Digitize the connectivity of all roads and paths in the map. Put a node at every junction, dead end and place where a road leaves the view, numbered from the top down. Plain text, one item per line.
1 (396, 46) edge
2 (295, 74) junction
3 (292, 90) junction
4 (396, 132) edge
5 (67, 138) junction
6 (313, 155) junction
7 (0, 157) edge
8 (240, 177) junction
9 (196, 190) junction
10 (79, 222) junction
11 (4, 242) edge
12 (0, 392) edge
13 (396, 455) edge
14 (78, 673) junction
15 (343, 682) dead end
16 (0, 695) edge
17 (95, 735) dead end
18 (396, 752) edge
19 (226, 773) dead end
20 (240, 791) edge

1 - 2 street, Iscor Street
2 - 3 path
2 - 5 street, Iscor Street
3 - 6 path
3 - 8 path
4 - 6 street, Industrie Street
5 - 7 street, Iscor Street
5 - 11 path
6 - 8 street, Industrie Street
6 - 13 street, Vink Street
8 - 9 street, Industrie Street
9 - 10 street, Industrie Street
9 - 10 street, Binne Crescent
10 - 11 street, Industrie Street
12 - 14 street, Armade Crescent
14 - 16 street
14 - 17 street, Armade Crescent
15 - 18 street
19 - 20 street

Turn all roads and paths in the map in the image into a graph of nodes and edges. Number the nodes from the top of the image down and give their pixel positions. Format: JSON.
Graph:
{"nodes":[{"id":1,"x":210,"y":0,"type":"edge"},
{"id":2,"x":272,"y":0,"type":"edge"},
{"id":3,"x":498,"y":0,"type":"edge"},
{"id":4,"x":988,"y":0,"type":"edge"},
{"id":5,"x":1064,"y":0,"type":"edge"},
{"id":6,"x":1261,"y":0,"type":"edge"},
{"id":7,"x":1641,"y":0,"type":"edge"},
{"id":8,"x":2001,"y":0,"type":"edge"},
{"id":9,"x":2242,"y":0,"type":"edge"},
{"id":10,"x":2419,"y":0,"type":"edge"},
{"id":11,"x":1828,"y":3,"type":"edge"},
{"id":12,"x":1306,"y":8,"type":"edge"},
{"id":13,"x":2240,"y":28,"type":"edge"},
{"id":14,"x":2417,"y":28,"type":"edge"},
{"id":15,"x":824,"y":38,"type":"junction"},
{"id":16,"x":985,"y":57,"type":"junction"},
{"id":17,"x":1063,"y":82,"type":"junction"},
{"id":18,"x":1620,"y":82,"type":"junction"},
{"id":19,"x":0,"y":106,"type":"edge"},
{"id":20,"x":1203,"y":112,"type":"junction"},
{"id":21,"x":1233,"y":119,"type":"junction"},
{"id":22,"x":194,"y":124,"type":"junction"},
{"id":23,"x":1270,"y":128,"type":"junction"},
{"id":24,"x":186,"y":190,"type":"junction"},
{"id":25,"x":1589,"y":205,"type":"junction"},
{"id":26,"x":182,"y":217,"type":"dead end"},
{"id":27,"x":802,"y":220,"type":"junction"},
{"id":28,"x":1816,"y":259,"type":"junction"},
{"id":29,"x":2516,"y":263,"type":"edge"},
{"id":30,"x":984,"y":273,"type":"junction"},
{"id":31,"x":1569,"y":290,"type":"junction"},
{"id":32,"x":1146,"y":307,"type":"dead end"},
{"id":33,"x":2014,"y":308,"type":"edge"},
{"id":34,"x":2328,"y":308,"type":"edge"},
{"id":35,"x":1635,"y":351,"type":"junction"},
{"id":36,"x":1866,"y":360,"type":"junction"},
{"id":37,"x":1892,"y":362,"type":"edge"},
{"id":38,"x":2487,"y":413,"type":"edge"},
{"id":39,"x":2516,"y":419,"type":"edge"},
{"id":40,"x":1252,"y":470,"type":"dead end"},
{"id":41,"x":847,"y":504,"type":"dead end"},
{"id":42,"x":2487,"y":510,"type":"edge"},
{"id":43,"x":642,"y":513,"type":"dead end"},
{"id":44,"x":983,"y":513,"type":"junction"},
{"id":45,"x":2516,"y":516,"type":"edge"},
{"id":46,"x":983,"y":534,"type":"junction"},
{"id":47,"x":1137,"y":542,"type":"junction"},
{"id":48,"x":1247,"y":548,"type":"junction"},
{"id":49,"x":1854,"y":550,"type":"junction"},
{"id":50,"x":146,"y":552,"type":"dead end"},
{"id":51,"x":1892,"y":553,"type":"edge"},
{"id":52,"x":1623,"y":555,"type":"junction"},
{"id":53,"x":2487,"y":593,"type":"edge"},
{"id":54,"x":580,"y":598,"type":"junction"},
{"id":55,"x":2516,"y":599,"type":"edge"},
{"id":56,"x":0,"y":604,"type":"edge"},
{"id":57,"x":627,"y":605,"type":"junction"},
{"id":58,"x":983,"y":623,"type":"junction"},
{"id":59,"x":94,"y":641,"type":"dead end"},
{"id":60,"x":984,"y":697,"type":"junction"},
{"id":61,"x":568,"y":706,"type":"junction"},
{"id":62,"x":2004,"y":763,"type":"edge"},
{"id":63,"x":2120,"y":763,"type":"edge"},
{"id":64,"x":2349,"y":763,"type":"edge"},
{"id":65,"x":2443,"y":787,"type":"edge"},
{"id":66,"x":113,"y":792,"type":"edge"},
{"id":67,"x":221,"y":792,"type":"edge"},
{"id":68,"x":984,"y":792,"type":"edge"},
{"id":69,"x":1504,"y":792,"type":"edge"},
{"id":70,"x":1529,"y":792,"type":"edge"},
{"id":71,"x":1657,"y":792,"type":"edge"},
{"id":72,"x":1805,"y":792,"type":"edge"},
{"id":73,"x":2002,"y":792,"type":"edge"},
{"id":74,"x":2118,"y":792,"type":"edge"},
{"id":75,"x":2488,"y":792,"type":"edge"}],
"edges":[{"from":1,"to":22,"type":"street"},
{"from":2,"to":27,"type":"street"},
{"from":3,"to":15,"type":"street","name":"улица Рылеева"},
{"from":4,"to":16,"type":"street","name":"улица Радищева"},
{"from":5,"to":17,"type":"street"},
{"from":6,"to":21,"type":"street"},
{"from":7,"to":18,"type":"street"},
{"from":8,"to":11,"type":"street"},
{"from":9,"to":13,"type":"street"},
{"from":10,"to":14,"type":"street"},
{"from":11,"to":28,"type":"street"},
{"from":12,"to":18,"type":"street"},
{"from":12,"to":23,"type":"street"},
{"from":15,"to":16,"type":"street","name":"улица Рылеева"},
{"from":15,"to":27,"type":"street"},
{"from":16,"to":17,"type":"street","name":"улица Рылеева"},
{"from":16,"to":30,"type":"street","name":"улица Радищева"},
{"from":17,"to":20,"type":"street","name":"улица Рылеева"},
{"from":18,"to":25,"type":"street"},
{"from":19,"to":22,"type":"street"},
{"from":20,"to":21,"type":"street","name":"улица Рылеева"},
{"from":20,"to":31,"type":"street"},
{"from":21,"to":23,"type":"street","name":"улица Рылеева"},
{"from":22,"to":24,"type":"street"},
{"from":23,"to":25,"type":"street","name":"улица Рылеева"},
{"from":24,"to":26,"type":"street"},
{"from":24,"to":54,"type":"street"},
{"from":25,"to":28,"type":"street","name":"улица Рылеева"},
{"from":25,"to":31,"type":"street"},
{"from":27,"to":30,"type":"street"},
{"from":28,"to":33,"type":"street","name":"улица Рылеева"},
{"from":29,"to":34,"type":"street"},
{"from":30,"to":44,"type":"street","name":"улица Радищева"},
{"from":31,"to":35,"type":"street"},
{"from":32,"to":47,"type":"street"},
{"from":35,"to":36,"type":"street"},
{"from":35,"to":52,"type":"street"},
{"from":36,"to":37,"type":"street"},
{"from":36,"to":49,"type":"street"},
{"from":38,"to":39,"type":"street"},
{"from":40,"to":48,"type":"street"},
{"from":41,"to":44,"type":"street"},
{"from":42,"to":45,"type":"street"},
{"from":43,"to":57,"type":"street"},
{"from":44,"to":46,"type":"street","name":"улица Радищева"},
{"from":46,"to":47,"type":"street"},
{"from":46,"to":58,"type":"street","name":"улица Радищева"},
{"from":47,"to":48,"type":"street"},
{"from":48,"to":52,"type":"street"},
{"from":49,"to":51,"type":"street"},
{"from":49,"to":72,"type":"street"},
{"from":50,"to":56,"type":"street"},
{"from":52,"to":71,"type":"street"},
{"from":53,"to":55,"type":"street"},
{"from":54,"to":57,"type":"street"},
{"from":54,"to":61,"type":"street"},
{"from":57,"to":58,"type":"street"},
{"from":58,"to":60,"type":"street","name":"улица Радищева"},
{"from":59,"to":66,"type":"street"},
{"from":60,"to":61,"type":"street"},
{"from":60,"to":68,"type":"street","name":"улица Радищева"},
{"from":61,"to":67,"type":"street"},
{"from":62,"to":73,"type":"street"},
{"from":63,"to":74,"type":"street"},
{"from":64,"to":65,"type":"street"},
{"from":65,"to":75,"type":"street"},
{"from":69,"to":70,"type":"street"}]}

---------------

Only the lines containing "Crescent" are needed; pull them out of the listing.

9 - 10 street, Binne Crescent
12 - 14 street, Armade Crescent
14 - 17 street, Armade Crescent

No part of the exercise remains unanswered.